Collected data:
══════

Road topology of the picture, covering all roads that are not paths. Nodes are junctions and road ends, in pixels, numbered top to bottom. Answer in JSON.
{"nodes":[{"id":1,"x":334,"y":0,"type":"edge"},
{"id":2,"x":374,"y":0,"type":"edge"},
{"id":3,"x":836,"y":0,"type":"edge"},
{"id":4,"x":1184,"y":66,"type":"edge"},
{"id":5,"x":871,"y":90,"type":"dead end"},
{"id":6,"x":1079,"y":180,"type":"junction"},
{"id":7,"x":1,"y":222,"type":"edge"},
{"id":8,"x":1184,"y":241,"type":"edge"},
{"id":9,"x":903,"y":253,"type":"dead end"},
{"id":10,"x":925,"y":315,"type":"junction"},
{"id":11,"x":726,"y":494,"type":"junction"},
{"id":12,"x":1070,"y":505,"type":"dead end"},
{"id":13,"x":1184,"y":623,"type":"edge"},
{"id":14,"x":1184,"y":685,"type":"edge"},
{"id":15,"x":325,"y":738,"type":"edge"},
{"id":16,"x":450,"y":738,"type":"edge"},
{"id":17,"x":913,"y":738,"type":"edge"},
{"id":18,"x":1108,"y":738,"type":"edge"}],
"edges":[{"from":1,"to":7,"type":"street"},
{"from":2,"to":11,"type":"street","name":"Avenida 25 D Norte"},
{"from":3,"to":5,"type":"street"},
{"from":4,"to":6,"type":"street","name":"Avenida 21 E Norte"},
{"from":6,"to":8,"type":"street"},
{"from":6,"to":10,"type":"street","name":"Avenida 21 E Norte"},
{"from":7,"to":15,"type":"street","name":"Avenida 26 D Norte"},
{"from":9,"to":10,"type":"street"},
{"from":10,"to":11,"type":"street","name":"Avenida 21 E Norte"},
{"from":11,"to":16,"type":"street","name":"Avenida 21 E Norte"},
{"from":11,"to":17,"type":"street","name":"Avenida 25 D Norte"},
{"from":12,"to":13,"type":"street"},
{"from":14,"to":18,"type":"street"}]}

══════

- **The problem**: In full and word for word, repeat the records.

- **Task output**:
Road topology of the picture, covering all roads that are not paths. Nodes are junctions and road ends, in pixels, numbered top to bottom. Answer in JSON.
{"nodes":[{"id":1,"x":334,"y":0,"type":"edge"},
{"id":2,"x":374,"y":0,"type":"edge"},
{"id":3,"x":836,"y":0,"type":"edge"},
{"id":4,"x":1184,"y":66,"type":"edge"},
{"id":5,"x":871,"y":90,"type":"dead end"},
{"id":6,"x":1079,"y":180,"type":"junction"},
{"id":7,"x":1,"y":222,"type":"edge"},
{"id":8,"x":1184,"y":241,"type":"edge"},
{"id":9,"x":903,"y":253,"type":"dead end"},
{"id":10,"x":925,"y":315,"type":"junction"},
{"id":11,"x":726,"y":494,"type":"junction"},
{"id":12,"x":1070,"y":505,"type":"dead end"},
{"id":13,"x":1184,"y":623,"type":"edge"},
{"id":14,"x":1184,"y":685,"type":"edge"},
{"id":15,"x":325,"y":738,"type":"edge"},
{"id":16,"x":450,"y":738,"type":"edge"},
{"id":17,"x":913,"y":738,"type":"edge"},
{"id":18,"x":1108,"y":738,"type":"edge"}],
"edges":[{"from":1,"to":7,"type":"street"},
{"from":2,"to":11,"type":"street","name":"Avenida 25 D Norte"},
{"from":3,"to":5,"type":"street"},
{"from":4,"to":6,"type":"street","name":"Avenida 21 E Norte"},
{"from":6,"to":8,"type":"street"},
{"from":6,"to":10,"type":"street","name":"Avenida 21 E Norte"},
{"from":7,"to":15,"type":"street","name":"Avenida 26 D Norte"},
{"from":9,"to":10,"type":"street"},
{"from":10,"to":11,"type":"street","name":"Avenida 21 E Norte"},
{"from":11,"to":16,"type":"street","name":"Avenida 21 E Norte"},
{"from":11,"to":17,"type":"street","name":"Avenida 25 D Norte"},
{"from":12,"to":13,"type":"street"},
{"from":14,"to":18,"type":"street"}]}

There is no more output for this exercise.